Following the decision in the Sycamore Bidco case back in 2012, there was some uncertainty as to whether it is possible for warranties in an SPA, which are expressed solely to be warranties, to also amount to representations that are capable of founding an action for misrepresentation. This was due to conflicting positions taken by the respective judges in Sycamore Bidco and Invertec which were based on similar facts.
We often see express drafting along the lines of "the seller warrants and represents that […]". Although this drafting is not necessarily conclusive that the warranties do indeed also amount to representations, as this will also be based on the facts of a given case, what is the significance if they do?
A warranty amounts to a contractual promise, or rather a term of the agreement between the parties. Breach of a contractual term will give rise to a claim for breach of contract, the remedy for which is damages. The measure of damages in this context is that the damages should (so far as a monetary award can do it) place the buyer in the same position as if the contract had been performed in accordance with its terms. The limitation of remoteness will apply, which is in essence a test of foreseeability of any loss suffered, as set out in Hadley v Baxendale. If the breach is repudiatory, it may also give the buyer the right to terminate the contract.
A representation is normally a pre-contractual statement of fact or opinion (although a representation may also be repeated in the contract), which if false and relied on by the buyer, may entitle the buyer to a claim for misrepresentation under the Misrepresentation Act 1967. Generally the remedy for negligent or innocent misrepresentation is damages and/or rescission of the contract - that is, it will be undone and the parties restored to their pre-contract positions. In practice damages are often awarded in lieu of rescission, assessed to achieve the same result in money terms. The measure of damages will be to put the buyer back in the position he would have been in if the contract were to be unwound (with no remoteness limit).
It will be a question of fact as to whether it will be a more advantageous measure of damages to seek to replicate unwinding the contract (the tortious measure under the Misrepresentation Act 1967), or put the buyer in the same position he would have been in if the contract had been performed in accordance with its terms (a cause of action in contract).
In Idemitsu Kosan v Sumitomo, the buyer asserted that, despite the fact that the warranties were not expressly stated to be representations, the warranties in the agreement were indeed actionable as misrepresentations.
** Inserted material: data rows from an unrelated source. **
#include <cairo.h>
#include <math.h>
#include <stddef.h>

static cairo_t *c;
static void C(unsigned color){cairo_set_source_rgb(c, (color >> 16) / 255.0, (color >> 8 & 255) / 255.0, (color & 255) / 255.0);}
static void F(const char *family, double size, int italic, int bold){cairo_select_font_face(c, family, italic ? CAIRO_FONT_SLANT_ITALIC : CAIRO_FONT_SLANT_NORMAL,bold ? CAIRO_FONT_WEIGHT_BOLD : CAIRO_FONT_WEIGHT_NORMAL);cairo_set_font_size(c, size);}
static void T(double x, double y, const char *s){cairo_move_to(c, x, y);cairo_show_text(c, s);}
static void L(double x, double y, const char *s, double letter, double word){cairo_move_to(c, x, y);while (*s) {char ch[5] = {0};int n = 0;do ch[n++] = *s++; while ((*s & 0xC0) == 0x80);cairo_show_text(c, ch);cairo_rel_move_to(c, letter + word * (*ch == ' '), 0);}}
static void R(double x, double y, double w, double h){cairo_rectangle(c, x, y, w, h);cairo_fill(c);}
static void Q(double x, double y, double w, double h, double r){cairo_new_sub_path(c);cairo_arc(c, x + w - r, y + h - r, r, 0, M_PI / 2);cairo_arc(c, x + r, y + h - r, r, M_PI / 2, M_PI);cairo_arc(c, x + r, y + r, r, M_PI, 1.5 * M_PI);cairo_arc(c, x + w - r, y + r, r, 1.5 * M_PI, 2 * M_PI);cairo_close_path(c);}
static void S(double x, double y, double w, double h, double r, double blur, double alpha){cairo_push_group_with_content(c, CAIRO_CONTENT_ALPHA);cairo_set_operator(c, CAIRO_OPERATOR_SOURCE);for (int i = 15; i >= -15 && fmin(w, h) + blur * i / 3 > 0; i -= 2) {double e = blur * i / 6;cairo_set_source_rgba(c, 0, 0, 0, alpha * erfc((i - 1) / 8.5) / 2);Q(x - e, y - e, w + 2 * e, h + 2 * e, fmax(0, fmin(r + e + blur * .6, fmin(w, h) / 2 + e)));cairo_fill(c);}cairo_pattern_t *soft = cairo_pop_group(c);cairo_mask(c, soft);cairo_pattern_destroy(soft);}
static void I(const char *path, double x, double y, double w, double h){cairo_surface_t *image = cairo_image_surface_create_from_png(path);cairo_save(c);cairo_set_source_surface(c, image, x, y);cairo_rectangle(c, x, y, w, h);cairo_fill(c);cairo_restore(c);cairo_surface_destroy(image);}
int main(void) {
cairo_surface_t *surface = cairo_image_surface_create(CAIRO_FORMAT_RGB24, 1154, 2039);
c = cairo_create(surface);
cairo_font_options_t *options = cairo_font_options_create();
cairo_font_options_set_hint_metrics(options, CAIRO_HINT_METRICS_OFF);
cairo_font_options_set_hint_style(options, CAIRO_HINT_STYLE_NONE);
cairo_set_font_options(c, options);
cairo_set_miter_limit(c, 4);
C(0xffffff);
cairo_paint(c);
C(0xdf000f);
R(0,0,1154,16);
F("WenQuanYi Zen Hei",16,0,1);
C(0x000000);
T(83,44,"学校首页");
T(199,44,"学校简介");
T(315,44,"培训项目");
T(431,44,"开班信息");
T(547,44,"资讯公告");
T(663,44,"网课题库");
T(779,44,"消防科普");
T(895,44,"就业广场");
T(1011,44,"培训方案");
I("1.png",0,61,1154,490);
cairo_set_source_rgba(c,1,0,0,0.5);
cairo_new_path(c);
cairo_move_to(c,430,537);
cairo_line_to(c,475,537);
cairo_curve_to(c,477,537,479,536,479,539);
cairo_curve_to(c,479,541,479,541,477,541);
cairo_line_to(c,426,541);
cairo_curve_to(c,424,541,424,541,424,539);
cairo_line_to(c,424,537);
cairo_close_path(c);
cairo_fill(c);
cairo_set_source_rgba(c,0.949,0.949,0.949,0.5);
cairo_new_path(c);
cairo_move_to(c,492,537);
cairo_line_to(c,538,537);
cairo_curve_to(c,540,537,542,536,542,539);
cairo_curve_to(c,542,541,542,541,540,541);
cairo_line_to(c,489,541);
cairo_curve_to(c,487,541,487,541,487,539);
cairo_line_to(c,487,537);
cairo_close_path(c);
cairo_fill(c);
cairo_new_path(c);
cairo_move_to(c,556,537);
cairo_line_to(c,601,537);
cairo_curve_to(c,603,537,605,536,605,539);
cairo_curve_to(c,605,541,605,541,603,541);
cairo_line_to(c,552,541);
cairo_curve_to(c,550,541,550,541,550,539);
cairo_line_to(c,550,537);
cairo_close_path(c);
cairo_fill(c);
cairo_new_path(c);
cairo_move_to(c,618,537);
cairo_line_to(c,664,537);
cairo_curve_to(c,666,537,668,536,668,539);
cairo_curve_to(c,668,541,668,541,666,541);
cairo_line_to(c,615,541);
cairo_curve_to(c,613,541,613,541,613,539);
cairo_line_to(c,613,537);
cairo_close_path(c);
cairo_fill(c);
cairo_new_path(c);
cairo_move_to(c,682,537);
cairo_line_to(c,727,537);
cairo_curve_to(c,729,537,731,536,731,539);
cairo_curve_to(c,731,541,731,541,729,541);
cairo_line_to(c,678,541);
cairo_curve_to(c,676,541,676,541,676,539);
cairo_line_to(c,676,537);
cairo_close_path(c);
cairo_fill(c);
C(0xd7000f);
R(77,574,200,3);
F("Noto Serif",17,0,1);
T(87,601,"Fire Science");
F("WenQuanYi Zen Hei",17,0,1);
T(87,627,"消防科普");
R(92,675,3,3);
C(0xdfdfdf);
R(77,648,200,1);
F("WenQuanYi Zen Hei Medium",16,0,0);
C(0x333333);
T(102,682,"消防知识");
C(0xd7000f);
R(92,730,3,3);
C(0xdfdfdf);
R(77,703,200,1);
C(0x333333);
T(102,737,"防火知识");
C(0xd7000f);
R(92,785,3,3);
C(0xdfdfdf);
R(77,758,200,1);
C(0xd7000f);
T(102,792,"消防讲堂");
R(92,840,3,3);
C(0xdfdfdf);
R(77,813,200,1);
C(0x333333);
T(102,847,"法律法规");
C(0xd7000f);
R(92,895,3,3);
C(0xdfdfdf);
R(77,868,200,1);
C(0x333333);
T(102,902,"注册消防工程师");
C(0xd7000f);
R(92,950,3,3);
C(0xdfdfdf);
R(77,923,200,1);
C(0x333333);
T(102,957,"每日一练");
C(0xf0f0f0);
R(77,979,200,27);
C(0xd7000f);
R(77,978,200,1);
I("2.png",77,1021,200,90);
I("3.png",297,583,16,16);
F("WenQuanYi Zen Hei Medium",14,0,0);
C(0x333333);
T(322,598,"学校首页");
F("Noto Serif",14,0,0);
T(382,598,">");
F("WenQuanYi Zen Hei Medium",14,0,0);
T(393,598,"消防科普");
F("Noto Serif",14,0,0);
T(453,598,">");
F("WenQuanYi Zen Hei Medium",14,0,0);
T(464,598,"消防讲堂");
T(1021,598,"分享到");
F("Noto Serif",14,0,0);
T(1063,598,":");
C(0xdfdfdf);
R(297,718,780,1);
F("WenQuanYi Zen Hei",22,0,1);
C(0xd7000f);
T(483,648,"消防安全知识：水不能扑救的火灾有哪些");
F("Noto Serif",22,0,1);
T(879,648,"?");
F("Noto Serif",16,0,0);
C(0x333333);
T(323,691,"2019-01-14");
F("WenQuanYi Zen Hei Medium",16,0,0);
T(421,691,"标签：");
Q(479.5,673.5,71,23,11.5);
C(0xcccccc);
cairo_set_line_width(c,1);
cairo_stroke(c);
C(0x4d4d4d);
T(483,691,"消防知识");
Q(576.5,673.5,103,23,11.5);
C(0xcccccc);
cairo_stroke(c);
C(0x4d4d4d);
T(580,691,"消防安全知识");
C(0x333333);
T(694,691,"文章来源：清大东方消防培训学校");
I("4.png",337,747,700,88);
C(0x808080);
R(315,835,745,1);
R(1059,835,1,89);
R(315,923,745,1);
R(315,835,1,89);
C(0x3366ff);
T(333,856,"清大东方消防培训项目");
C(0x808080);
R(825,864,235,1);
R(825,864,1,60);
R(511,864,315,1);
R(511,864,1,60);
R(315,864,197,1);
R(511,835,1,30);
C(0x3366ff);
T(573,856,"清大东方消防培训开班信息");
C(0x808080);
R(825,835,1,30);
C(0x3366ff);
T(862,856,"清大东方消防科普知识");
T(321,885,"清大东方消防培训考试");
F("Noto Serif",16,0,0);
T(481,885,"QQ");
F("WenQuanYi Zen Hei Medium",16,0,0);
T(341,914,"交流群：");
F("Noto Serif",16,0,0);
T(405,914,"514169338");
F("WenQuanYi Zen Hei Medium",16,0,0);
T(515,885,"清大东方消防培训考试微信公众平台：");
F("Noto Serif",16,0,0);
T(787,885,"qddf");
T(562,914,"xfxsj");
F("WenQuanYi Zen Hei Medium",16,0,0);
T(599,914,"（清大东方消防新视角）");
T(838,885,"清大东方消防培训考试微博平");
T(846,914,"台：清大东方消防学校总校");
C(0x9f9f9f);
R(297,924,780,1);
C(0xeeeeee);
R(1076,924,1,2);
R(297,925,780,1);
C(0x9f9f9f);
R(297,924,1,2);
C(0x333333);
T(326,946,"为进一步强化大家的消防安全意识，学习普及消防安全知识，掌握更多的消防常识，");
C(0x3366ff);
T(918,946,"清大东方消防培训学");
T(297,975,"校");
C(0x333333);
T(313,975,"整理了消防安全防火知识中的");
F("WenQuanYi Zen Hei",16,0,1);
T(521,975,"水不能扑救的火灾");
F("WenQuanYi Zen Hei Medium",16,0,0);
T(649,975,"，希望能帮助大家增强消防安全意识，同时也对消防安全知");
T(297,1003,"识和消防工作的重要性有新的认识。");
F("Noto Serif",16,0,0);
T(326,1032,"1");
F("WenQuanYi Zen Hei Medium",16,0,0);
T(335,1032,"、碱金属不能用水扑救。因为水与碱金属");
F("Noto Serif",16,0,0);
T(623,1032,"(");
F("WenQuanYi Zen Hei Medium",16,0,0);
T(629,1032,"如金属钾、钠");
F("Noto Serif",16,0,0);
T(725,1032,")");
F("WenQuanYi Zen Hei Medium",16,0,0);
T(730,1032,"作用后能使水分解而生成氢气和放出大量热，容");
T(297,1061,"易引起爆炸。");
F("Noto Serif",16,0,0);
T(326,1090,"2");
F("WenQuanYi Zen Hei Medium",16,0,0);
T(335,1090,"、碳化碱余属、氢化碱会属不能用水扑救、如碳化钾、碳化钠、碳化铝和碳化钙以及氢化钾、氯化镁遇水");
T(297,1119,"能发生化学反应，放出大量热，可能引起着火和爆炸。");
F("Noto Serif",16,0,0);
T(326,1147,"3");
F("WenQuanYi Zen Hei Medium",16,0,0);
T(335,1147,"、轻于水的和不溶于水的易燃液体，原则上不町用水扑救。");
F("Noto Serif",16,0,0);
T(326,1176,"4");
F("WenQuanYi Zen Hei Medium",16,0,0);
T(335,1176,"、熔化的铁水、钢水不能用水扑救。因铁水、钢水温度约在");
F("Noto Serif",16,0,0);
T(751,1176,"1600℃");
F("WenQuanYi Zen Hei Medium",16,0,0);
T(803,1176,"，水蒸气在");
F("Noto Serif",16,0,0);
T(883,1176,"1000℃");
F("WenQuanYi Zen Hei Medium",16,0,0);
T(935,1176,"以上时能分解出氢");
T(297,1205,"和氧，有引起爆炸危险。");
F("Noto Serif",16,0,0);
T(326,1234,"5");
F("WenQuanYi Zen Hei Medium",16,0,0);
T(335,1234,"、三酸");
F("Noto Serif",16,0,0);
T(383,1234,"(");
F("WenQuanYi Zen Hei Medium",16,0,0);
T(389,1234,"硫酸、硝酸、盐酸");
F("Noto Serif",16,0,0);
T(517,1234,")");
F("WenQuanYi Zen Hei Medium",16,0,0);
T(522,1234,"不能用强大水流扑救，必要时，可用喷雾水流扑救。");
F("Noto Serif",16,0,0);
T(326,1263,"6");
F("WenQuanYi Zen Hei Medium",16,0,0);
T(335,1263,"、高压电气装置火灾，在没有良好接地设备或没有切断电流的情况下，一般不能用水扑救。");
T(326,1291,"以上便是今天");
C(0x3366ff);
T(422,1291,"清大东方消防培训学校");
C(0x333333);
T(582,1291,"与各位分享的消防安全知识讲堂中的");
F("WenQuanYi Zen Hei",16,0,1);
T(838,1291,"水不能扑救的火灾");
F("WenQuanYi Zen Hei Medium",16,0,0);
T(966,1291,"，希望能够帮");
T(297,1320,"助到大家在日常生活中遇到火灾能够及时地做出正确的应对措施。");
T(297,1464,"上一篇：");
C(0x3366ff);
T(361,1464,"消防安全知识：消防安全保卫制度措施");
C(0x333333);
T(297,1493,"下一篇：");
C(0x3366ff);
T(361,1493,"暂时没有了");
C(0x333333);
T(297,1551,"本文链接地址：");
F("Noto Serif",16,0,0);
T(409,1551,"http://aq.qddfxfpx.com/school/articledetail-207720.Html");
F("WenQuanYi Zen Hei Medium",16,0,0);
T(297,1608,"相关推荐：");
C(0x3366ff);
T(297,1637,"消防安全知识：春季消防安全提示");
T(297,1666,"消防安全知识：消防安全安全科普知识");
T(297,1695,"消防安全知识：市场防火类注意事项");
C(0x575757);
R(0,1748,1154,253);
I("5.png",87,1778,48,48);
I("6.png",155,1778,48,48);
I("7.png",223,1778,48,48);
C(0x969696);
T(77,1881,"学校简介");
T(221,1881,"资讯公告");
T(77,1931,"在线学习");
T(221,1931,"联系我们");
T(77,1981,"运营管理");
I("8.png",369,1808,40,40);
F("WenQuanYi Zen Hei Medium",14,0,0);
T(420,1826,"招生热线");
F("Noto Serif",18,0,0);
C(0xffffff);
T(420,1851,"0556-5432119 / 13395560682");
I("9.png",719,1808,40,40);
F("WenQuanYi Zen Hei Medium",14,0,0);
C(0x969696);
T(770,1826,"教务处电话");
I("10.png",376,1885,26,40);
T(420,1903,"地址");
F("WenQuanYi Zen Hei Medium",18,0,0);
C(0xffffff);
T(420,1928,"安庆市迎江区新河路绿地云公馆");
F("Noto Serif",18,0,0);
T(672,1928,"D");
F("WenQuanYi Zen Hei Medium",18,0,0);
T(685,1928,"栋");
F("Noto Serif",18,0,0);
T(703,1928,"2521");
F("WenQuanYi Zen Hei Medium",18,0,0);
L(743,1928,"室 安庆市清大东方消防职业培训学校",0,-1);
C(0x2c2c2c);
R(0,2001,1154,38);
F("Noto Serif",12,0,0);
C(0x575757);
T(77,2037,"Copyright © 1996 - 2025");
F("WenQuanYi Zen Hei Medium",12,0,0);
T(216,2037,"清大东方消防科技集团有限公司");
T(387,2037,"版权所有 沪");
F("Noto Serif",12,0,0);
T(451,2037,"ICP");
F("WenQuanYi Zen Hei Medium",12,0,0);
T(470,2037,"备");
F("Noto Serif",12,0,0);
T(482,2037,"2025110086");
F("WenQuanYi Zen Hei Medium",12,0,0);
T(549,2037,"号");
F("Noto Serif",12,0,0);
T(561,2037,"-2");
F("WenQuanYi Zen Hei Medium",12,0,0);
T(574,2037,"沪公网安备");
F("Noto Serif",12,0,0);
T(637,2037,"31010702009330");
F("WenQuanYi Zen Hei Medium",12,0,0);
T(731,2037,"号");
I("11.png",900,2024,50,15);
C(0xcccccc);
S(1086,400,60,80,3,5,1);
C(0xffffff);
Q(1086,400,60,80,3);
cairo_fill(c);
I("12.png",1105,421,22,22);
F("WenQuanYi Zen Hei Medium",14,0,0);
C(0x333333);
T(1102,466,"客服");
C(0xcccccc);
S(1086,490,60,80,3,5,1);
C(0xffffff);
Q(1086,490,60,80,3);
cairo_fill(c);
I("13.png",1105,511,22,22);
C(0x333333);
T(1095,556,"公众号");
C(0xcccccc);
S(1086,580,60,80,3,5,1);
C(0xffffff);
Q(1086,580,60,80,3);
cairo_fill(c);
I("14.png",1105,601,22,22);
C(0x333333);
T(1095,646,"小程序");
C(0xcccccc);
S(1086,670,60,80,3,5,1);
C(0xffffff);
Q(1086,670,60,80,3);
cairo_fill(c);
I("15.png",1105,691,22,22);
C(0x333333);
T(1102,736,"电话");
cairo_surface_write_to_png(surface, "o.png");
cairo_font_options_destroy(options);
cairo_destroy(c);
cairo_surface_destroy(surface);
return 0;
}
However, helpfully the court held that the entire agreement clause excluded recourse to any arguments that any actionable representations had been made, however and whenever allegedly made.
When acting for a buyer it will often be advantageous to draft on the basis that the warranties given by the seller are also representations, in an attempt to give the buyer parallel remedies in both contract and the tort of misrepresentation.
The Idemitsu Kosan v Sumitomo case highlights the benefit of including a full entire agreement clause when acting for the seller. This should acknowledge that neither party has been induced to enter into the agreement by, nor has it relied upon, any representation, assurance or undertaking (whether in writing or not) save for those contained in the agreement, and that the only remedy available to it in respect of the subject matter of the agreement shall be for breach of contract. Any representation language should also be removed from the agreement.